* _Entries shown_
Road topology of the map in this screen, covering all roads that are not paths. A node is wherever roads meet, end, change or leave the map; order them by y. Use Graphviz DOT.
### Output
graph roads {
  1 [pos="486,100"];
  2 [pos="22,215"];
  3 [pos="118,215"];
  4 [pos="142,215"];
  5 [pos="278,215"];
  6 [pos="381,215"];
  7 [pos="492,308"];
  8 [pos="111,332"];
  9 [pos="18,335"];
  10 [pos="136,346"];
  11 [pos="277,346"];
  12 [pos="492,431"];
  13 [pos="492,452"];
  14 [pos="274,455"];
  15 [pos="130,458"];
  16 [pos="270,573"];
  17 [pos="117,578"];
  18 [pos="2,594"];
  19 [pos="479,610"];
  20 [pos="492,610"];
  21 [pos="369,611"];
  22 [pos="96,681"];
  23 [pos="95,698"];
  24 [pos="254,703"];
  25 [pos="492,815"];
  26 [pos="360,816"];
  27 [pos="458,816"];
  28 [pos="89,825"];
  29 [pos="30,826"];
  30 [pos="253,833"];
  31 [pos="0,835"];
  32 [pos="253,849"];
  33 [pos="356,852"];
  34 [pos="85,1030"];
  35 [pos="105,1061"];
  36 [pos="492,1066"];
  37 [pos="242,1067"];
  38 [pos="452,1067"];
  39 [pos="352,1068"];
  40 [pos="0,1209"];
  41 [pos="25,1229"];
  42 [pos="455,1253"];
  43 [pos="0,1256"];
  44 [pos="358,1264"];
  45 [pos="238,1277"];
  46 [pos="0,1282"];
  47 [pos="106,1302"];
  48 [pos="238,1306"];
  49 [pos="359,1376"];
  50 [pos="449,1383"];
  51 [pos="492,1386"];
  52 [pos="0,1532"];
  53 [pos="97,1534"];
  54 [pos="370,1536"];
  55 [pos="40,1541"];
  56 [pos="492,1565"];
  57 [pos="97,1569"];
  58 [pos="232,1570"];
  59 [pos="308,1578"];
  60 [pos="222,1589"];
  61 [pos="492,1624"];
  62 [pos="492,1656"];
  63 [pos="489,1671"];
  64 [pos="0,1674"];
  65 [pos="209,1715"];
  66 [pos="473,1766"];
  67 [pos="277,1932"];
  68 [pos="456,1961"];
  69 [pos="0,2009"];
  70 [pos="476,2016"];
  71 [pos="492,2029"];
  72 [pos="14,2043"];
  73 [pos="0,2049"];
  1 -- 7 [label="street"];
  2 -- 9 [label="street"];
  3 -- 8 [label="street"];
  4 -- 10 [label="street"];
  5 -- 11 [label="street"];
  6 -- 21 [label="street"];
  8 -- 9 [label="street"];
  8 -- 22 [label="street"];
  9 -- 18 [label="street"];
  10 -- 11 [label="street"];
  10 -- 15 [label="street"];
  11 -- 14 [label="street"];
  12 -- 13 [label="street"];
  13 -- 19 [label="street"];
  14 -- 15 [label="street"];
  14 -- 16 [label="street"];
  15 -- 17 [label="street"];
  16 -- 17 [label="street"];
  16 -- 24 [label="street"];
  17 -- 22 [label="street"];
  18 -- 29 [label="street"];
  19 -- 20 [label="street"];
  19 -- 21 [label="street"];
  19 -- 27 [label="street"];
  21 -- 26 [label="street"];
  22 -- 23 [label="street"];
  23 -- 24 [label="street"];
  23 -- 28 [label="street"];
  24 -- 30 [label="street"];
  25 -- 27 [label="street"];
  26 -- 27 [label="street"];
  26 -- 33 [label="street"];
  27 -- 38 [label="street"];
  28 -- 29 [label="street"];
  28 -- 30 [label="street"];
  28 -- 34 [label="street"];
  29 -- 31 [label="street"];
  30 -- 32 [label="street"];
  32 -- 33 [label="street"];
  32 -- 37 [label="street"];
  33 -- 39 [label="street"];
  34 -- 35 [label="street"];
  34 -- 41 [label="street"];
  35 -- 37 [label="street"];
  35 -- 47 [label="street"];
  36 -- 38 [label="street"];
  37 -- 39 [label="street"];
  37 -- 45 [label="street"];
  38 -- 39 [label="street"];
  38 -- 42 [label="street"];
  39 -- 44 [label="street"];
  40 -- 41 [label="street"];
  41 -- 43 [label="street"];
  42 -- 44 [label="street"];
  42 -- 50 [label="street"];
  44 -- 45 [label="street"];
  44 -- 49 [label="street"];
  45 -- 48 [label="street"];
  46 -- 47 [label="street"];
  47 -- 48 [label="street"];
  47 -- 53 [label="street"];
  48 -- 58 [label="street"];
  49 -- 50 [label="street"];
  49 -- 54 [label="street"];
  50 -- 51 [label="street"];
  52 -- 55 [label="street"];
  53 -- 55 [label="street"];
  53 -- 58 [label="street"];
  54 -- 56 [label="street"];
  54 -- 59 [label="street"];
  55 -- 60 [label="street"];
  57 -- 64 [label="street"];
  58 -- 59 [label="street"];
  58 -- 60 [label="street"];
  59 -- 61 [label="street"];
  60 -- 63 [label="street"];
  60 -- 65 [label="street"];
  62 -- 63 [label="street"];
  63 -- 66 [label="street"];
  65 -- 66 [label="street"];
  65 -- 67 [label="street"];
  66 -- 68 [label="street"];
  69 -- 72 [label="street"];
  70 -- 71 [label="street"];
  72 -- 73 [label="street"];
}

* _Task objective_
Each record is to be repeated word for word, with none skipped.

* _Written reply_
Road topology of the map in this screen, covering all roads that are not paths. A node is wherever roads meet, end, change or leave the map; order them by y. Use Graphviz DOT.
### Output
graph roads {
  1 [pos="486,100"];
  2 [pos="22,215"];
  3 [pos="118,215"];
  4 [pos="142,215"];
  5 [pos="278,215"];
  6 [pos="381,215"];
  7 [pos="492,308"];
  8 [pos="111,332"];
  9 [pos="18,335"];
  10 [pos="136,346"];
  11 [pos="277,346"];
  12 [pos="492,431"];
  13 [pos="492,452"];
  14 [pos="274,455"];
  15 [pos="130,458"];
  16 [pos="270,573"];
  17 [pos="117,578"];
  18 [pos="2,594"];
  19 [pos="479,610"];
  20 [pos="492,610"];
  21 [pos="369,611"];
  22 [pos="96,681"];
  23 [pos="95,698"];
  24 [pos="254,703"];
  25 [pos="492,815"];
  26 [pos="360,816"];
  27 [pos="458,816"];
  28 [pos="89,825"];
  29 [pos="30,826"];
  30 [pos="253,833"];
  31 [pos="0,835"];
  32 [pos="253,849"];
  33 [pos="356,852"];
  34 [pos="85,1030"];
  35 [pos="105,1061"];
  36 [pos="492,1066"];
  37 [pos="242,1067"];
  38 [pos="452,1067"];
  39 [pos="352,1068"];
  40 [pos="0,1209"];
  41 [pos="25,1229"];
  42 [pos="455,1253"];
  43 [pos="0,1256"];
  44 [pos="358,1264"];
  45 [pos="238,1277"];
  46 [pos="0,1282"];
  47 [pos="106,1302"];
  48 [pos="238,1306"];
  49 [pos="359,1376"];
  50 [pos="449,1383"];
  51 [pos="492,1386"];
  52 [pos="0,1532"];
  53 [pos="97,1534"];
  54 [pos="370,1536"];
  55 [pos="40,1541"];
  56 [pos="492,1565"];
  57 [pos="97,1569"];
  58 [pos="232,1570"];
  59 [pos="308,1578"];
  60 [pos="222,1589"];
  61 [pos="492,1624"];
  62 [pos="492,1656"];
  63 [pos="489,1671"];
  64 [pos="0,1674"];
  65 [pos="209,1715"];
  66 [pos="473,1766"];
  67 [pos="277,1932"];
  68 [pos="456,1961"];
  69 [pos="0,2009"];
  70 [pos="476,2016"];
  71 [pos="492,2029"];
  72 [pos="14,2043"];
  73 [pos="0,2049"];
  1 -- 7 [label="street"];
  2 -- 9 [label="street"];
  3 -- 8 [label="street"];
  4 -- 10 [label="street"];
  5 -- 11 [label="street"];
  6 -- 21 [label="street"];
  8 -- 9 [label="street"];
  8 -- 22 [label="street"];
  9 -- 18 [label="street"];
  10 -- 11 [label="street"];
  10 -- 15 [label="street"];
  11 -- 14 [label="street"];
  12 -- 13 [label="street"];
  13 -- 19 [label="street"];
  14 -- 15 [label="street"];
  14 -- 16 [label="street"];
  15 -- 17 [label="street"];
  16 -- 17 [label="street"];
  16 -- 24 [label="street"];
  17 -- 22 [label="street"];
  18 -- 29 [label="street"];
  19 -- 20 [label="street"];
  19 -- 21 [label="street"];
  19 -- 27 [label="street"];
  21 -- 26 [label="street"];
  22 -- 23 [label="street"];
  23 -- 24 [label="street"];
  23 -- 28 [label="street"];
  24 -- 30 [label="street"];
  25 -- 27 [label="street"];
  26 -- 27 [label="street"];
  26 -- 33 [label="street"];
  27 -- 38 [label="street"];
  28 -- 29 [label="street"];
  28 -- 30 [label="street"];
  28 -- 34 [label="street"];
  29 -- 31 [label="street"];
  30 -- 32 [label="street"];
  32 -- 33 [label="street"];
  32 -- 37 [label="street"];
  33 -- 39 [label="street"];
  34 -- 35 [label="street"];
  34 -- 41 [label="street"];
  35 -- 37 [label="street"];
  35 -- 47 [label="street"];
  36 -- 38 [label="street"];
  37 -- 39 [label="street"];
  37 -- 45 [label="street"];
  38 -- 39 [label="street"];
  38 -- 42 [label="street"];
  39 -- 44 [label="street"];
  40 -- 41 [label="street"];
  41 -- 43 [label="street"];
  42 -- 44 [label="street"];
  42 -- 50 [label="street"];
  44 -- 45 [label="street"];
  44 -- 49 [label="street"];
  45 -- 48 [label="street"];
  46 -- 47 [label="street"];
  47 -- 48 [label="street"];
  47 -- 53 [label="street"];
  48 -- 58 [label="street"];
  49 -- 50 [label="street"];
  49 -- 54 [label="street"];
  50 -- 51 [label="street"];
  52 -- 55 [label="street"];
  53 -- 55 [label="street"];
  53 -- 58 [label="street"];
  54 -- 56 [label="street"];
  54 -- 59 [label="street"];
  55 -- 60 [label="street"];
  57 -- 64 [label="street"];
  58 -- 59 [label="street"];
  58 -- 60 [label="street"];
  59 -- 61 [label="street"];
  60 -- 63 [label="street"];
  60 -- 65 [label="street"];
  62 -- 63 [label="street"];
  63 -- 66 [label="street"];
  65 -- 66 [label="street"];
  65 -- 67 [label="street"];
  66 -- 68 [label="street"];
  69 -- 72 [label="street"];
  70 -- 71 [label="street"];
  72 -- 73 [label="street"];
}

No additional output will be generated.